What the response needs is every record, repeated verbatim, and no images.
── DATA SHOWN
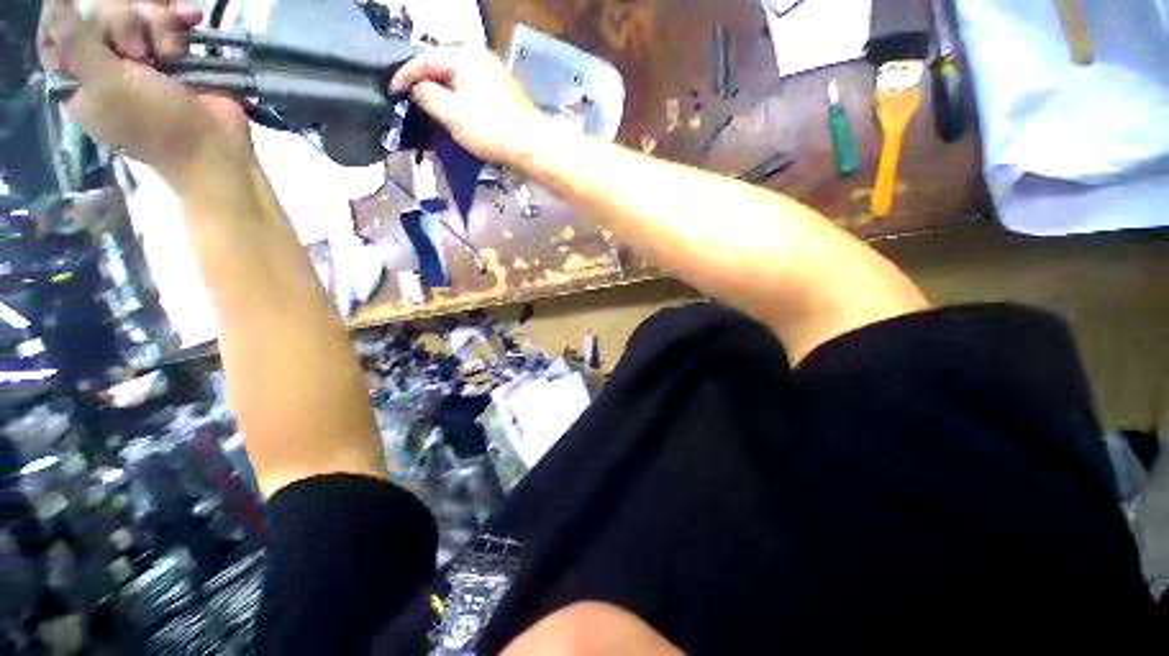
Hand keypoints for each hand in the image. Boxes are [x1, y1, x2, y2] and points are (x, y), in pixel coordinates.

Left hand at [38, 0, 250, 184]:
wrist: (215, 147)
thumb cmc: (154, 124)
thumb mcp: (105, 86)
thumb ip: (76, 42)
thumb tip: (55, 1)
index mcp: (80, 76)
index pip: (57, 31)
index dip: (69, 16)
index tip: (86, 16)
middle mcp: (106, 61)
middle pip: (99, 12)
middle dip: (123, 21)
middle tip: (138, 52)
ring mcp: (142, 55)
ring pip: (137, 10)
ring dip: (156, 23)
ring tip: (170, 53)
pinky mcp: (174, 53)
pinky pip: (169, 17)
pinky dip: (180, 17)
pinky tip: (192, 19)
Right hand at [390, 46, 552, 165]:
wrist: (532, 146)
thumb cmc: (490, 128)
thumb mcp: (451, 113)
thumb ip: (427, 96)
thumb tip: (418, 88)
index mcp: (465, 55)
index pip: (425, 59)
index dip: (405, 75)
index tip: (391, 90)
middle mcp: (481, 58)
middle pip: (443, 67)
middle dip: (425, 83)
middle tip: (409, 99)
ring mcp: (495, 76)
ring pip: (459, 81)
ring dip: (443, 94)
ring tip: (430, 108)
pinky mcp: (504, 95)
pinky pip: (474, 92)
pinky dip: (461, 101)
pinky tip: (456, 113)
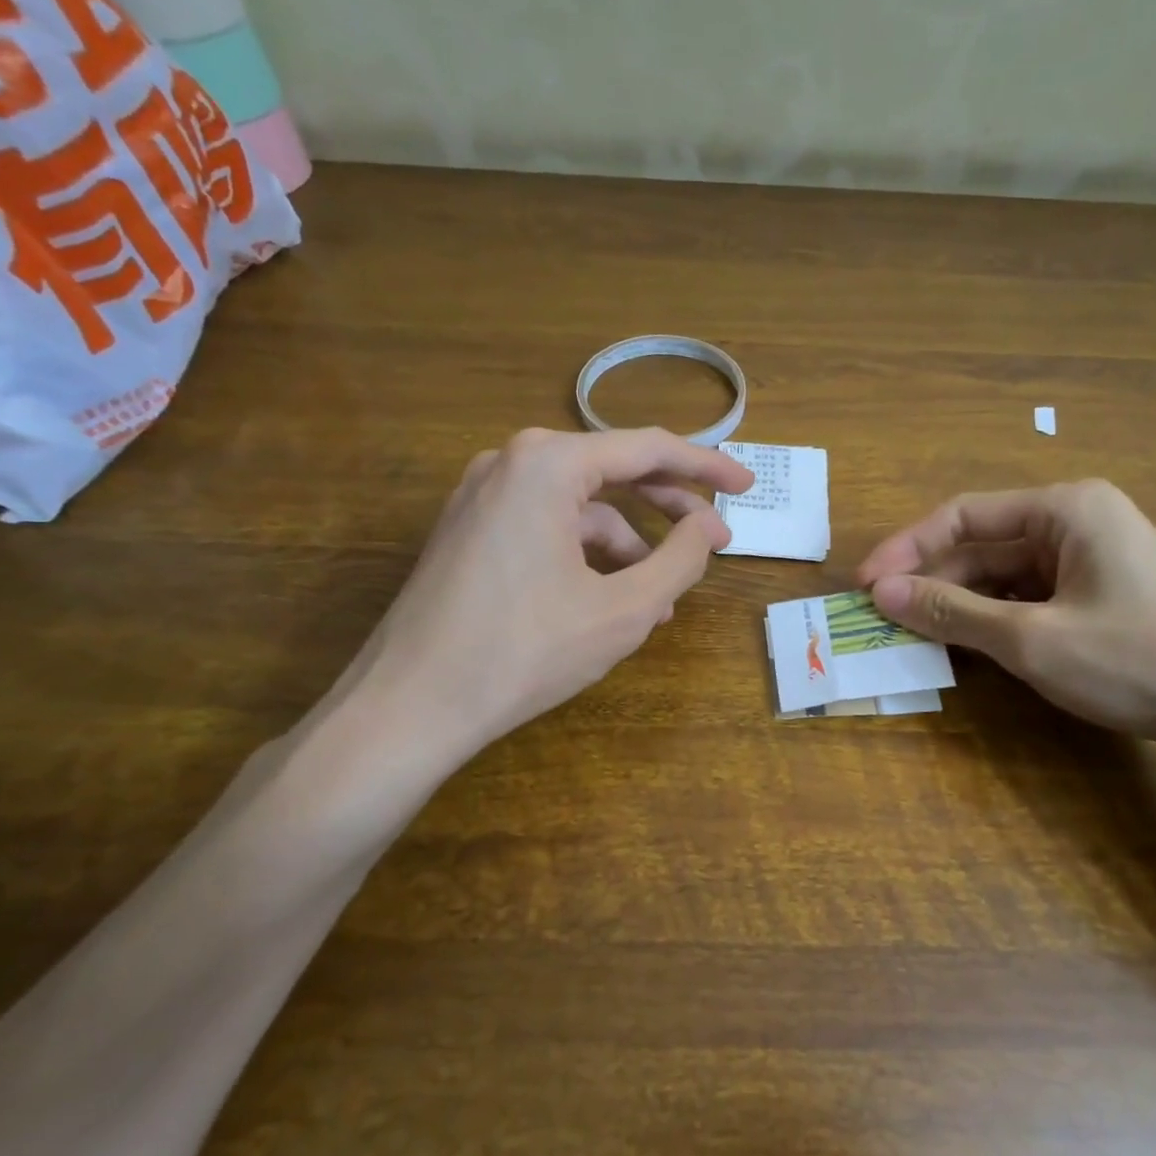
────
WRITTEN SOLUTION:
Hand keypoints for each hand in the image. Boxes are [x1, y1, x2, y2] and points are (x, y), in pixel coordinates.

Left hand at [38, 0, 250, 184]:
wrist: (215, 147)
thumb cmc: (154, 124)
thumb mcp: (105, 86)
thumb ip: (76, 42)
thumb tip: (55, 1)
index mcp: (80, 76)
index pip: (57, 31)
index dip: (69, 16)
index tip: (86, 16)
middle mcp: (106, 61)
middle pip: (99, 12)
middle dip: (123, 21)
middle tip: (138, 52)
ring mcp: (142, 55)
ring pip: (137, 10)
ring dip: (156, 23)
ring tip: (170, 53)
pinky mcp: (174, 53)
pinky pip: (169, 17)
pinky dip: (180, 17)
pinky tip: (192, 19)
Right hand at [390, 46, 552, 165]:
wrist: (532, 146)
thumb cmc: (490, 128)
thumb mcp: (451, 113)
thumb ip: (427, 96)
thumb tip: (418, 88)
index mcp: (465, 55)
index pip: (425, 59)
index dip: (405, 75)
index tip: (391, 90)
middle mcp: (481, 58)
middle pip: (443, 67)
middle dip: (425, 83)
middle tip: (409, 99)
ring mcp: (495, 76)
ring pip: (459, 81)
ring dip: (443, 94)
ring tip: (430, 108)
pinky mcp: (504, 95)
pinky pip: (474, 92)
pinky dip: (461, 101)
pinky tip: (456, 113)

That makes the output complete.